• _Exercise details_
Scan the records for the word "McCurley". Return each line where it is found.

• _The input_

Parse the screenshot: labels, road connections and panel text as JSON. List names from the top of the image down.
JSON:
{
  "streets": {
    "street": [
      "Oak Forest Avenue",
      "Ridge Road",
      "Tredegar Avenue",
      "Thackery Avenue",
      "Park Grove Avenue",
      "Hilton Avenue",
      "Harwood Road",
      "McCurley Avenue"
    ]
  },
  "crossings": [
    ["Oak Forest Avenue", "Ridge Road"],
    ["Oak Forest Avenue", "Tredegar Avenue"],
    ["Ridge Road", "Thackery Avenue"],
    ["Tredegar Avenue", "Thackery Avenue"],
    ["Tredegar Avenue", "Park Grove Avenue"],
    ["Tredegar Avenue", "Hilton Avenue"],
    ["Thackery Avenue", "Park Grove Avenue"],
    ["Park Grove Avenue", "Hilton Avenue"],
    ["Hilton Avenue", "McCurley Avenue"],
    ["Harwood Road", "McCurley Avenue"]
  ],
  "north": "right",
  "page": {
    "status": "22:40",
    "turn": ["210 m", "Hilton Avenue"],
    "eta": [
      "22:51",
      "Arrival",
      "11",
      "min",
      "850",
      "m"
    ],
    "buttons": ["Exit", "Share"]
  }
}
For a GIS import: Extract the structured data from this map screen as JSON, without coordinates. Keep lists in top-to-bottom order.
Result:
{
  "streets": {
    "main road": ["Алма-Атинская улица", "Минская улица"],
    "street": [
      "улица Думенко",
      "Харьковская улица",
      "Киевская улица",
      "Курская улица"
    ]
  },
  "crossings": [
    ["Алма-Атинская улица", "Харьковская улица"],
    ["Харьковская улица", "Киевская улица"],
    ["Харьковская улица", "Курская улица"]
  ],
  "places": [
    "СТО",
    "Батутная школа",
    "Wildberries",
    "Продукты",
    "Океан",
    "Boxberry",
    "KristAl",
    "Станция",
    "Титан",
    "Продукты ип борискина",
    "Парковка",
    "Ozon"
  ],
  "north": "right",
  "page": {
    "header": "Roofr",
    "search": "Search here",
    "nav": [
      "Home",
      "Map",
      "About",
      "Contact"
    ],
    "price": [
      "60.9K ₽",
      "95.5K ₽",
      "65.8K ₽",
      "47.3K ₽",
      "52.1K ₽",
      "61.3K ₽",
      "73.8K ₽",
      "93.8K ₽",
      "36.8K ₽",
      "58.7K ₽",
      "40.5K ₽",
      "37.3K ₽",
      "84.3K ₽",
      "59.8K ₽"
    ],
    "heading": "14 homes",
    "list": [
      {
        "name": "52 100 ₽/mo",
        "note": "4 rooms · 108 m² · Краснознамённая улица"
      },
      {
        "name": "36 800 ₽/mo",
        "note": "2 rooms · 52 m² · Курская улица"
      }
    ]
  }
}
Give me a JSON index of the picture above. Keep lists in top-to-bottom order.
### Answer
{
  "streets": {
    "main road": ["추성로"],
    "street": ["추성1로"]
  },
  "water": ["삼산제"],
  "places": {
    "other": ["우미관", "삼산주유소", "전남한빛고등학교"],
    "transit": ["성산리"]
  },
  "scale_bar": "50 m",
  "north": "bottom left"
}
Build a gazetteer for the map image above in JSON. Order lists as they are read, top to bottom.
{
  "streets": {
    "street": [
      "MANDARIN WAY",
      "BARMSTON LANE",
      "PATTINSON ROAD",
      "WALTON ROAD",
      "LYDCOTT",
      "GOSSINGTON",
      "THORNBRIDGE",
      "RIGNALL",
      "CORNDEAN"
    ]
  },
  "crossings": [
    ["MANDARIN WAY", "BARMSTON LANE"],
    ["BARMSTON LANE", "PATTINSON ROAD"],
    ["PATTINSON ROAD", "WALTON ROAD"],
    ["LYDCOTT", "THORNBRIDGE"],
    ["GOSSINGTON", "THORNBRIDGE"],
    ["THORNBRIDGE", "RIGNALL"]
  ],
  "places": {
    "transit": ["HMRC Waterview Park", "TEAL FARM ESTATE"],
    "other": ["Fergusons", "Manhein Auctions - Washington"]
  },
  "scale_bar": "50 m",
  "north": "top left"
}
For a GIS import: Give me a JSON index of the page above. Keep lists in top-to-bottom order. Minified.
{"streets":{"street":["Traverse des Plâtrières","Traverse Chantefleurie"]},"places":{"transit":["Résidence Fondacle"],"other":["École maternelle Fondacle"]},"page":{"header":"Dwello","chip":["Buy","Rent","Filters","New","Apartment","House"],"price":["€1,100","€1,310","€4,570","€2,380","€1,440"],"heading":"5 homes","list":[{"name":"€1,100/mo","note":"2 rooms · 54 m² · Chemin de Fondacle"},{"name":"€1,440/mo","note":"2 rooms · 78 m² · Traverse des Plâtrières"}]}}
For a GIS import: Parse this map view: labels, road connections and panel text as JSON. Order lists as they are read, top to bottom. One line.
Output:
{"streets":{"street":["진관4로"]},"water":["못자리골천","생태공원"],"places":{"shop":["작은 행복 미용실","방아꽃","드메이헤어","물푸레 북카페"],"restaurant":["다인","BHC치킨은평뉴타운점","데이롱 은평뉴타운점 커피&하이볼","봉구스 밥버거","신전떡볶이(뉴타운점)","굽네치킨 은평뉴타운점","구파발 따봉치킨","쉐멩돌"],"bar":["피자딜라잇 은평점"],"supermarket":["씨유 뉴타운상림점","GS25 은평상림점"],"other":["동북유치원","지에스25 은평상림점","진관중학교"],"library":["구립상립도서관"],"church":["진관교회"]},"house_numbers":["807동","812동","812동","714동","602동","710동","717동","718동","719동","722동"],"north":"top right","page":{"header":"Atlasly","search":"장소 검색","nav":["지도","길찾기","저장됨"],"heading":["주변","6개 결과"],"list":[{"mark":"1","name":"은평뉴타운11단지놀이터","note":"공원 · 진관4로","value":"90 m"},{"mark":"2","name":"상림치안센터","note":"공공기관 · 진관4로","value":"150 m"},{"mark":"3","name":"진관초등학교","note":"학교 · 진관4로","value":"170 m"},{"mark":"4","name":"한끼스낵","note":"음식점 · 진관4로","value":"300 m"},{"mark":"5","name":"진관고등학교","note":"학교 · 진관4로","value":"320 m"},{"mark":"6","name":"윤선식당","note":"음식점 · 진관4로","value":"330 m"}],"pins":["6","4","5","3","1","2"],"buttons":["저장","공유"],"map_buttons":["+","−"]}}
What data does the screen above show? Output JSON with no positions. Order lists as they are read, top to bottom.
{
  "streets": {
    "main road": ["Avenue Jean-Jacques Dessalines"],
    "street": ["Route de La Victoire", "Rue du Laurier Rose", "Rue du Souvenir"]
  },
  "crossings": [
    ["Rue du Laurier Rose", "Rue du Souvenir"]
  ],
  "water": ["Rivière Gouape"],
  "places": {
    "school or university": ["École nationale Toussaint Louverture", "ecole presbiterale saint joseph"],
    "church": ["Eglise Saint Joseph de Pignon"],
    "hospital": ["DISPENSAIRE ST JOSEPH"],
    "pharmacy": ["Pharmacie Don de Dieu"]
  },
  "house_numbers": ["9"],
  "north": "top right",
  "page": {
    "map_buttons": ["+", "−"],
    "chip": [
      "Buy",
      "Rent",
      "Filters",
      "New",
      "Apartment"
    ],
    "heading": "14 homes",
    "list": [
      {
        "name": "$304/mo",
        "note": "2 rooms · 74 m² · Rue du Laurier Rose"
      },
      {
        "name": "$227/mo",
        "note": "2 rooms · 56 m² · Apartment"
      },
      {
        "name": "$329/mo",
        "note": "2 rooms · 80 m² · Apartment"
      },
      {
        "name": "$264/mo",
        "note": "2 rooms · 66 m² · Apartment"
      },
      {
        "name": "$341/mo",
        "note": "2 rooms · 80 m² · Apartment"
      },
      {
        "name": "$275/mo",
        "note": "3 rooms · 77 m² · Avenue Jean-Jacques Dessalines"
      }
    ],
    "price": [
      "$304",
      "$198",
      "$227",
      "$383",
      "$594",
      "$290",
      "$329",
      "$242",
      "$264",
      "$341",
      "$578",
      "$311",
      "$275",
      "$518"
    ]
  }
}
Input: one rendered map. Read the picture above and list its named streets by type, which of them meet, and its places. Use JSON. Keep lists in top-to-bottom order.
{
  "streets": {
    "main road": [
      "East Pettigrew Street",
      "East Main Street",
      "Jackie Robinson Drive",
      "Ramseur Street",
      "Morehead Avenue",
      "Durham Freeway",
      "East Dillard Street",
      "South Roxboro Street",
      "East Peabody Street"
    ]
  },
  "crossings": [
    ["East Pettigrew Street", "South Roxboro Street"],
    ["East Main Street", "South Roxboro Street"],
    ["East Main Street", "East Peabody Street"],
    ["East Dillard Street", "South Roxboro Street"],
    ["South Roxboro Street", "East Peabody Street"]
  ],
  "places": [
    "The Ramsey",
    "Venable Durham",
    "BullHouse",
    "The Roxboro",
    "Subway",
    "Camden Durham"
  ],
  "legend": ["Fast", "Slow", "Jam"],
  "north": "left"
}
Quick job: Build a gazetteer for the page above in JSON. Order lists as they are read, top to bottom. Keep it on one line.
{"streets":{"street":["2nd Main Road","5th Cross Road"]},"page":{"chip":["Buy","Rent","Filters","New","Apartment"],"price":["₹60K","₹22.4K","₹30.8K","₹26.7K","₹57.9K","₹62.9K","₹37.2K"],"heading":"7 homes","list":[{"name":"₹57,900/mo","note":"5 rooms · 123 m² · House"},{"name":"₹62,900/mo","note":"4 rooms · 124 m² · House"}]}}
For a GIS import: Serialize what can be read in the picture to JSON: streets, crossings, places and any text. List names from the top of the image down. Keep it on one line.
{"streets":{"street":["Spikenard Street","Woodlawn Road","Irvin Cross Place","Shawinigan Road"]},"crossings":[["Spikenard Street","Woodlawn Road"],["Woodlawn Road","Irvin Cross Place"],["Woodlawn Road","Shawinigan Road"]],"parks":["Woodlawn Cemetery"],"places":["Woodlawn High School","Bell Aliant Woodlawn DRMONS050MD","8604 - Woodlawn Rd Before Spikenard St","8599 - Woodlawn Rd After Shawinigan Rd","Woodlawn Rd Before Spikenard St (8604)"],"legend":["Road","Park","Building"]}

• _Answer space_
      "McCurley Avenue"
    ["Hilton Avenue", "McCurley Avenue"],
    ["Harwood Road", "McCurley Avenue"]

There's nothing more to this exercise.